Taurocholate depolarizes rat hepatocytes in primary culture by increasing cell membrane Na+ conductance.

Rat hepatocytes in primary culture were impaled with conventional microelectrodes. Addition of 5-100 mumol/l taurocholate led to a slowly developing depolarization that was maximal at 50 mumol/l (10.5 +/- 1.5 mV, n = 15) and not reversible. The effect was Na+ dependent and decreased in cells preincubated with 1 mumol/l taurocholate. Increasing external K+ tenfold depolarized the cells by 12.3 +/- 2.3 mV under control conditions and by 6.3 +/- 1.2 mV with 50 mumol/l taurocholate present (n = 7). Depolarization by 1 mmol/l Ba2+ was 7.6 +/- 0.8 mV and 6.0 +/- 0.7 mV (n = 9) before and after addition of taurocholate, respectively.

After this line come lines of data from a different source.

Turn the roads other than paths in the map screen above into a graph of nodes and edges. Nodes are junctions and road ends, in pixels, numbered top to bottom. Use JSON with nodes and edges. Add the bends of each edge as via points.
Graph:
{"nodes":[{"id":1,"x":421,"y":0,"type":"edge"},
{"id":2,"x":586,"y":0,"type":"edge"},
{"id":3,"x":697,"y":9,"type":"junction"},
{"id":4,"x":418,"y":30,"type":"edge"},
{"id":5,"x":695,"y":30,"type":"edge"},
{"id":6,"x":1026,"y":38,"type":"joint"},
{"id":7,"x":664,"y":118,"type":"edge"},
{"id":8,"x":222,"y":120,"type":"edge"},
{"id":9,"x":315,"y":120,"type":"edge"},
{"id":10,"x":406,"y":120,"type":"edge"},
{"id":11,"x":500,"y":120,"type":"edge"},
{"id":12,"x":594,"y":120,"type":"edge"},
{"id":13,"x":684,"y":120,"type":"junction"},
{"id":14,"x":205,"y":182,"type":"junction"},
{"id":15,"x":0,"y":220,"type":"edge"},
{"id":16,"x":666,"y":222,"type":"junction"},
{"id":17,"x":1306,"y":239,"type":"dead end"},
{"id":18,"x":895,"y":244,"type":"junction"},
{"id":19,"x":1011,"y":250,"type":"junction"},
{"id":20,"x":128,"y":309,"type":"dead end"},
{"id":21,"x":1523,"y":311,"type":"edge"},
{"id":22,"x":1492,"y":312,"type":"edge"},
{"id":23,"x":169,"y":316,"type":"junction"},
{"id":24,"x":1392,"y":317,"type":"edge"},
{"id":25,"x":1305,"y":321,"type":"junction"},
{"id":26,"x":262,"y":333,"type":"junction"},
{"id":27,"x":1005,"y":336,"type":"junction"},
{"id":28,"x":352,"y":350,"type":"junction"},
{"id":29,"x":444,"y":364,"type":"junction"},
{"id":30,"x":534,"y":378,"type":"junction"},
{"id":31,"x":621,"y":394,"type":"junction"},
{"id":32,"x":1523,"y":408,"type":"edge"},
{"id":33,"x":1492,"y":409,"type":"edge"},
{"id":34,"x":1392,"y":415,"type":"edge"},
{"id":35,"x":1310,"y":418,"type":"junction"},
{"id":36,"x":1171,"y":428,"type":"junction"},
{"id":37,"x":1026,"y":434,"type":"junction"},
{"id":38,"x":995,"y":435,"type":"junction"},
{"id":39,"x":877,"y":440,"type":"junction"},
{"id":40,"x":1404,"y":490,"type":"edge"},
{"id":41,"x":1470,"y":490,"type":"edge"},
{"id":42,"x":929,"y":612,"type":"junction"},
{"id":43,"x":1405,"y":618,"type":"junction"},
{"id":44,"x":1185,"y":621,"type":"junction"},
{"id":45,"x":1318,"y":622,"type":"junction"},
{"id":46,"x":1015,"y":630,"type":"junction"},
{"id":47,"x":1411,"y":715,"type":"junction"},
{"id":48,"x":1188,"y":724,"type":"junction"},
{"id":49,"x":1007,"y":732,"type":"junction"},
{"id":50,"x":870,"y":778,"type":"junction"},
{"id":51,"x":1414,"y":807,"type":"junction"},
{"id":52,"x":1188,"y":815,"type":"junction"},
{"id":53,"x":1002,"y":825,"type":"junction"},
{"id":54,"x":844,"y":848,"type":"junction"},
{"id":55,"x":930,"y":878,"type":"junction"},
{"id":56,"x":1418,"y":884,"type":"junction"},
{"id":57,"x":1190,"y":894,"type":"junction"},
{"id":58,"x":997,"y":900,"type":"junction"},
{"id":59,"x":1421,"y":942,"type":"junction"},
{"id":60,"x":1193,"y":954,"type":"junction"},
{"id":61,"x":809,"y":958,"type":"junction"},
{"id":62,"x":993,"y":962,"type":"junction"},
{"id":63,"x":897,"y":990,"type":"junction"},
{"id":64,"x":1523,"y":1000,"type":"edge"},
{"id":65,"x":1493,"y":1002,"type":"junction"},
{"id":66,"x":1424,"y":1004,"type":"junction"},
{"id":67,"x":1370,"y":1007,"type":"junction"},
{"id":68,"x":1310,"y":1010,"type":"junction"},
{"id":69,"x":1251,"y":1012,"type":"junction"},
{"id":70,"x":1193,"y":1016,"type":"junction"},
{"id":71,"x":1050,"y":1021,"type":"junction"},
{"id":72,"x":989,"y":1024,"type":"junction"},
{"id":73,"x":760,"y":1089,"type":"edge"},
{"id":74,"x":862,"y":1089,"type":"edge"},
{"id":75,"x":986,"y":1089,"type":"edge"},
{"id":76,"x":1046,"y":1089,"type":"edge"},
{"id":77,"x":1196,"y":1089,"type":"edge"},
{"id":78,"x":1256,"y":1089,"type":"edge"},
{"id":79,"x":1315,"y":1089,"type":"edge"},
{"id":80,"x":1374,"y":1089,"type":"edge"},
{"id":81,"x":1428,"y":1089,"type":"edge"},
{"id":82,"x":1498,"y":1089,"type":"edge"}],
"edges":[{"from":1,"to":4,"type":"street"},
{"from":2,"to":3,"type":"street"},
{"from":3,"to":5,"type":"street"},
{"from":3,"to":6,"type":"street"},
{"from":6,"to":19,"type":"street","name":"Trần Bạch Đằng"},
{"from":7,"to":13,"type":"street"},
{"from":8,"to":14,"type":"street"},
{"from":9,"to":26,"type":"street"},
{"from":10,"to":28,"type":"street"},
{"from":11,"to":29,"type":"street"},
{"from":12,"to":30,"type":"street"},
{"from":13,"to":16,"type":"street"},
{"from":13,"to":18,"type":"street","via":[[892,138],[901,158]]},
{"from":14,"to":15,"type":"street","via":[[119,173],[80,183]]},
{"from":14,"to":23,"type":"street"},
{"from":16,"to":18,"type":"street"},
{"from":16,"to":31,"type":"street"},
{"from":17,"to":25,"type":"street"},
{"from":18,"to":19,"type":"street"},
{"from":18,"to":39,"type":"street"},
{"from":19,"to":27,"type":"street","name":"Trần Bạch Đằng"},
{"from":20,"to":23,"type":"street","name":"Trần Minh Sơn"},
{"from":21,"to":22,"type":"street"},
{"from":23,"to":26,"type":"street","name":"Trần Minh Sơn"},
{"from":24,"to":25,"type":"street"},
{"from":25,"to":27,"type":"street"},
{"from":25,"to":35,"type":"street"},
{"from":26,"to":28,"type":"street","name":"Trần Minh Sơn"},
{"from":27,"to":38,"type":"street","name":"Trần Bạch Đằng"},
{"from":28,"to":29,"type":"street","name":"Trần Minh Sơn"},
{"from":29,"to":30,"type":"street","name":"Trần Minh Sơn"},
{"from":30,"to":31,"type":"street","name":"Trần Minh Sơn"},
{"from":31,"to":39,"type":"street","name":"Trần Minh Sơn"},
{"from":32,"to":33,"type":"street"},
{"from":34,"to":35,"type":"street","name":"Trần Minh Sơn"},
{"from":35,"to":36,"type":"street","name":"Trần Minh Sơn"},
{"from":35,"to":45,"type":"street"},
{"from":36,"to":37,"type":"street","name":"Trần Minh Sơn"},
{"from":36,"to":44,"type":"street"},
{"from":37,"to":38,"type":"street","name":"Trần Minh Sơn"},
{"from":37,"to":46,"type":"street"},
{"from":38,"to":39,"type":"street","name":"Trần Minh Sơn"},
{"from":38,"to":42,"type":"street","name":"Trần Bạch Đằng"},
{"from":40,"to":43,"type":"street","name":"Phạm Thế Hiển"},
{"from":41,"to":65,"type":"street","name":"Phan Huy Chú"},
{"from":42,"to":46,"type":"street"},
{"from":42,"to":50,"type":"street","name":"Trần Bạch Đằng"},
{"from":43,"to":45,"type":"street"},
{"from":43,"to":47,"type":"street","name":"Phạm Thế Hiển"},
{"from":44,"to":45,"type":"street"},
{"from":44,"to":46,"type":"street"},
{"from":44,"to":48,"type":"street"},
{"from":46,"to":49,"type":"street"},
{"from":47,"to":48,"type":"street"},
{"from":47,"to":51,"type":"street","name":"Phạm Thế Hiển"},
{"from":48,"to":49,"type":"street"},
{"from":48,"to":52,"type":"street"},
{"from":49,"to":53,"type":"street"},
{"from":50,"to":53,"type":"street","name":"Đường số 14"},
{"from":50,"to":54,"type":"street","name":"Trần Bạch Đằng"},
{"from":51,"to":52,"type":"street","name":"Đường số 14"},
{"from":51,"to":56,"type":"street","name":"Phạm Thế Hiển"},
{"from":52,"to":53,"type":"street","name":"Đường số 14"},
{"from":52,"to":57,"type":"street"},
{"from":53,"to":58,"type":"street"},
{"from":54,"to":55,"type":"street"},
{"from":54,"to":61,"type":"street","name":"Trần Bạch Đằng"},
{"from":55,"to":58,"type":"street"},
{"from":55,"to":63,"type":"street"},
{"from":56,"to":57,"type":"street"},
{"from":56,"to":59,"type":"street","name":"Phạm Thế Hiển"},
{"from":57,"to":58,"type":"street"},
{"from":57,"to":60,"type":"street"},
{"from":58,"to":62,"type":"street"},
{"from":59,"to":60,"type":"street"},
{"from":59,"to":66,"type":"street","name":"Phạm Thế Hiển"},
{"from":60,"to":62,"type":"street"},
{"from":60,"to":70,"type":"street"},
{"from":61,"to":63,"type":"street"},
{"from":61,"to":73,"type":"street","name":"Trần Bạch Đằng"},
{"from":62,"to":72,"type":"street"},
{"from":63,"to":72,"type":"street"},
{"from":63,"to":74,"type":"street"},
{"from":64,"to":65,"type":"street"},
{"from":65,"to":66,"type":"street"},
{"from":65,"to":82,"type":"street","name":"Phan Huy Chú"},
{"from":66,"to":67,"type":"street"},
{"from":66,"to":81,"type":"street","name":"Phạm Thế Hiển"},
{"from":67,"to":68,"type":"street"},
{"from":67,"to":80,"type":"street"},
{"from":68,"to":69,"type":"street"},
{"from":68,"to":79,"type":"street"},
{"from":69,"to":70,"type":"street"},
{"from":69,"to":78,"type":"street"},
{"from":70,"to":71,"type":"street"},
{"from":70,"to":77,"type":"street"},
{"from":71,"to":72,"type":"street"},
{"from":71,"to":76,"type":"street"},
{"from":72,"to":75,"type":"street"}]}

Cable analysis and Na+ substitution experiments reveal that this apparent decrease in K+ conductance reflects an actual increase in Na+ conductance: in the presence of taurocholate, specific cell membrane resistance decreased from 2.8 to 2.3 k omega x cm2 x Na+ substitution by 95% depolarized cell membranes by 8.9 +/- 2.9 mV (n = 9), probably due to indirect effects on K+ conductance via changes in cell pH. With taurocholate present, the same manoeuvre changed membrane voltages by -0.8 +/- 2.6 mV. When Na+ concentration was restored to 100% from solutions containing 5% Na+, cells hyperpolarized by 3.5 +/- 3.6 mV (n = 7) under control conditions and depolarized by 4.4 +/- 2.9 mV in the presence of taurocholate, respectively. In Cl- substitution experiments, there was no evidence for changes in Cl- conductance by taurocholate. These results show that taurocholate-induced membrane depolarization is due to an increase in Na+ conductance probably via uptake of the bile acid.